In [20]:
# Retrieval Baseline Evaluation

## 1. Loading Embeddings and FAISS-index

from pathlib import Path
import sys
import numpy as np
import faiss
from src.retriever.index import load_embeddings, load_index

# Auto-detection project_root: go up until we find data/clean/embeddings.npy
root = Path.cwd()
while not (root / "data" / "clean" / "embeddings.npy").exists():
    # if we get to the root of the file system - exit with an error
    if root.parent == root:
        raise RuntimeError("Could not find the folder data/clean/embeddings.npy")
    root = root.parent

project_root = root
print("project_root:", project_root)

# Paths
clean_dir = project_root / "data" / "clean"
index_dir = project_root / "data" / "index"

emb_path = clean_dir / "embeddings.npy"
ids_path = clean_dir / "ids.json"

flat_index_path   = index_dir / "faiss_flat_ip.index"
flat_ids_path     = index_dir / "ids_flat_ip.json"
ivfopq_index_path = index_dir / "faiss_ivfopq.index"
ivfopq_ids_path   = index_dir / "ids_ivfopq.json"

# To make importing src/... works
sys.path.append(str(project_root))

print("project_root:", project_root)
print("embeddings exists:", emb_path.exists(), emb_path)
print("ids exists:       ", ids_path.exists(), ids_path)

ids, vecs = load_embeddings(Path(emb_path), Path(ids_path))
# turn each [paper_id, section, chunk_id] into a tuple
ids = [tuple(x) for x in ids]

index, _ = load_index(Path(flat_index_path), Path(flat_ids_path))
vecs = vecs.astype('float32')  

project_root: D:\SciSumm-RAG
project_root: D:\SciSumm-RAG
embeddings exists: True D:\SciSumm-RAG\data\clean\embeddings.npy
ids exists:        True D:\SciSumm-RAG\data\clean\ids.json


In [21]:
import json

# Loading chunk_texts mapping from JSONL file
chunks_file = clean_dir / "chunks.jsonl" 
chunk_texts = {}
with open(chunks_file, "r", encoding="utf-8") as f:
    for line in f:
        pid, section, cid, txt = json.loads(line)
        chunk_texts[(pid, section, cid)] = txt

In [22]:
# Now we get the top-k fragments and reassemble the text
top_k = 5
query_vec = vecs[0:1]
D, I = index.search(query_vec, top_k)
ids_for_query = [ids[idx] for idx in I[0]]

txt = "\n\n".join([chunk_texts[c] for c in ids_for_query])

from src.generator.hf_summarizer import generate_summary_hf
summary = generate_summary_hf(
    txt,
    max_length=200,
    min_length=50
)
print(summary)

To support symlinks on Windows, you either need to activate Developer Mode or to run Python as an administrator.

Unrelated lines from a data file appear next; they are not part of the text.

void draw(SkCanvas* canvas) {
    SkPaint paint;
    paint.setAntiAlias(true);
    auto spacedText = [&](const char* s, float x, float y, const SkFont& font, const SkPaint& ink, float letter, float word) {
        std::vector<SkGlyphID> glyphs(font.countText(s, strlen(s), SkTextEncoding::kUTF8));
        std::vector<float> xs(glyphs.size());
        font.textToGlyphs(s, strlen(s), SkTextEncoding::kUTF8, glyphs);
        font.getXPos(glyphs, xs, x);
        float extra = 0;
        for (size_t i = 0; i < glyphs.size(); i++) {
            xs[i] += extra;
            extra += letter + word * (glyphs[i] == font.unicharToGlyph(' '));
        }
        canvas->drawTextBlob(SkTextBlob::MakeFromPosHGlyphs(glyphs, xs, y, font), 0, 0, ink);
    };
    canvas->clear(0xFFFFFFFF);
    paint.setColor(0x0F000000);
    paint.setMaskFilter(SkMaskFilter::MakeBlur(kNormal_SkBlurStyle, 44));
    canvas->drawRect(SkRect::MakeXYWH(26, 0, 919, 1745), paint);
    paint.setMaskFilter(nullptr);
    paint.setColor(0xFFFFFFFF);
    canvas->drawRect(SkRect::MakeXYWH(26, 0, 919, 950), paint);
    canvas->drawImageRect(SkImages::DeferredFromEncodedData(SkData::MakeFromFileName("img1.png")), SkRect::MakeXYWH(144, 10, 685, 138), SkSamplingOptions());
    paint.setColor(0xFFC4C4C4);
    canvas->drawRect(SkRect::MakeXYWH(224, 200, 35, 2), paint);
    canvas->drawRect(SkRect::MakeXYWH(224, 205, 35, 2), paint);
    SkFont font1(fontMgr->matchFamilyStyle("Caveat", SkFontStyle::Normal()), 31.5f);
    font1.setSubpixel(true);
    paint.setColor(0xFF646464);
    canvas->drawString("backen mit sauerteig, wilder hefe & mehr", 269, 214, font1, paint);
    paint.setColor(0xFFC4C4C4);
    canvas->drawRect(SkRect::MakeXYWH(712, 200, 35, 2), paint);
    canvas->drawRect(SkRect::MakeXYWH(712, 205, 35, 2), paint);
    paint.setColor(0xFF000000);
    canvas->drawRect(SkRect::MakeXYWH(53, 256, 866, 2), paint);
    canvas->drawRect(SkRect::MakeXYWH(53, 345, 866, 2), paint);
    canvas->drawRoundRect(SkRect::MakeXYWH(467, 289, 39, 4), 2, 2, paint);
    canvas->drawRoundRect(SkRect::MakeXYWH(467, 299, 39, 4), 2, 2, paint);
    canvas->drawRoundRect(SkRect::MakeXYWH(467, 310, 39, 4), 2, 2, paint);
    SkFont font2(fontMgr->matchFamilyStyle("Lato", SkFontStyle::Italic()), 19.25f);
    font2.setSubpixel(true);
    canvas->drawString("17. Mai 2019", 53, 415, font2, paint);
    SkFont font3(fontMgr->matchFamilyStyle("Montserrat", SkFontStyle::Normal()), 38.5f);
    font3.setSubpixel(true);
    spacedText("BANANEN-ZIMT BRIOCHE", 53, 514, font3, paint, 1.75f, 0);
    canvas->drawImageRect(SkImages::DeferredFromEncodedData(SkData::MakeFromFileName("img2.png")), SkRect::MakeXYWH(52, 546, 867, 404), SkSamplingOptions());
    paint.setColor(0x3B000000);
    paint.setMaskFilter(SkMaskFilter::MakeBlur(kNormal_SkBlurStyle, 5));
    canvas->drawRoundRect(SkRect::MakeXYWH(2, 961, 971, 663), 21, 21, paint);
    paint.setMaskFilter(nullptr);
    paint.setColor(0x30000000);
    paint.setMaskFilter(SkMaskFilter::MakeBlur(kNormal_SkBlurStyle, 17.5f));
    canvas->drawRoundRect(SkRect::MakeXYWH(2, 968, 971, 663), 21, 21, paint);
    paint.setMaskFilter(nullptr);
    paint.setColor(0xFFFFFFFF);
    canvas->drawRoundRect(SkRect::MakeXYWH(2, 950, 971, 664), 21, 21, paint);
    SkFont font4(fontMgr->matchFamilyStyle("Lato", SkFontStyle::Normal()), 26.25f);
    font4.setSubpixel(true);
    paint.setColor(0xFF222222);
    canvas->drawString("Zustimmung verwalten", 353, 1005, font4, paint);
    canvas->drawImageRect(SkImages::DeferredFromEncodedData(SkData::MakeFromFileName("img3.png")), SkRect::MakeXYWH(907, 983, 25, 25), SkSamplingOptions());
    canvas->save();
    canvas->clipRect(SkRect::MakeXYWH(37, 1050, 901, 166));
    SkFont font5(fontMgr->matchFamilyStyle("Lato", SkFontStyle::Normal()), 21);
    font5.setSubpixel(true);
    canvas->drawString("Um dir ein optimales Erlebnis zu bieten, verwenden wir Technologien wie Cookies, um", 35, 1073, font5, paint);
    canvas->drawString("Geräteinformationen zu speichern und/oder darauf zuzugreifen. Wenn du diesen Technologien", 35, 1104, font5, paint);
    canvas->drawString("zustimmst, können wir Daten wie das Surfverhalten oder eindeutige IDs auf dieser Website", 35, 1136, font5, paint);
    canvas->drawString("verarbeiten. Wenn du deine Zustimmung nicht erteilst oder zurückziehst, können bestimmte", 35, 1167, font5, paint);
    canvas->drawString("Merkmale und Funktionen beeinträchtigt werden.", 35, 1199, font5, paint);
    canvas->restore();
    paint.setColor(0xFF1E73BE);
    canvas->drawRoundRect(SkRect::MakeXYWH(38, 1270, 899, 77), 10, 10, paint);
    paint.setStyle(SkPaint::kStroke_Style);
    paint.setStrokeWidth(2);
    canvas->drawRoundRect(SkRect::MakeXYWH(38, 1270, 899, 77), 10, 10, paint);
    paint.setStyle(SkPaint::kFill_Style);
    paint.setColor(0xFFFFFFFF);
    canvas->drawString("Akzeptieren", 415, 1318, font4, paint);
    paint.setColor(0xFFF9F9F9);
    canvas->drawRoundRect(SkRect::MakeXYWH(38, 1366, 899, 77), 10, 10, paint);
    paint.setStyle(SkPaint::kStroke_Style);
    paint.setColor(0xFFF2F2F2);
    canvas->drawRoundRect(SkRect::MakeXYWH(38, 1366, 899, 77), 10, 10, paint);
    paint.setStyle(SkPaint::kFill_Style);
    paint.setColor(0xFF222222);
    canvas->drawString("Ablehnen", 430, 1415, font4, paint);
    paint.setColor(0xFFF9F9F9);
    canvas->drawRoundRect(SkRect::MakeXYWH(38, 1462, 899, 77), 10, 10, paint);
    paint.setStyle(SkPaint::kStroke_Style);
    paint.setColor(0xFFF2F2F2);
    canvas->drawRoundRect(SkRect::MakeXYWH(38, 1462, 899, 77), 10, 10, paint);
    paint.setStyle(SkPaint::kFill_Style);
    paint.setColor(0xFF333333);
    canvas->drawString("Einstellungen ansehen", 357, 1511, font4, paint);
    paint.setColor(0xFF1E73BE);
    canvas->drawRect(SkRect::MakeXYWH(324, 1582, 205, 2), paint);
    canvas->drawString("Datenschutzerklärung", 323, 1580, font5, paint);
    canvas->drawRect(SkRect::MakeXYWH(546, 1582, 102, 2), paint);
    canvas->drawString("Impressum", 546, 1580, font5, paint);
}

In order to activate developer mode, see this article: https://docs.microsoft.com/en-us/windows/apps/get-started/enable-your-device-for-development
Device set to use cuda:0


This work addresses the inverse identification of apparent elastic properties of random heterogeneous materials using machine learning based on artificial neural networks . The proposed neural network-based identification method requires the construction of a database from which an artificial neural network can be trained to learn the relationship between the hyperparameters of a prior stochastic model of the random compliance field and some relevant quantities of interest .


In [32]:
# measure recall@k on a subsample (test_faiss_search.py script)
!python ../test_faiss_search.py --embeddings ../data/clean/embeddings.npy --ids ../data/clean/ids.json --index ../data/index/faiss_flat_ip.index --mode flat --topk 5 --sample-size 500

Loading embeddings and IDs...
Loaded 2895000 vectors of dim 384
Normalizing embeddings...
Loading index from ..\data\index\faiss_flat_ip.index...
Evaluating recall@5 on sample of 500... 
Same-paper recall@5: 1.000
Running simple search on first query...
[([2011.11761, 'Unknown', 'Unknown__0'], 1.0), ([2011.11761, 'Unknown', 'Unknown__4'], 0.9239822626113892), ([2011.11761, 'Unknown', 'Unknown__3'], 0.9239822626113892), ([2011.11761, 'Unknown', 'Unknown__2'], 0.9239822626113892), ([2011.11761, 'Unknown', 'Unknown__1'], 0.9239822626113892)]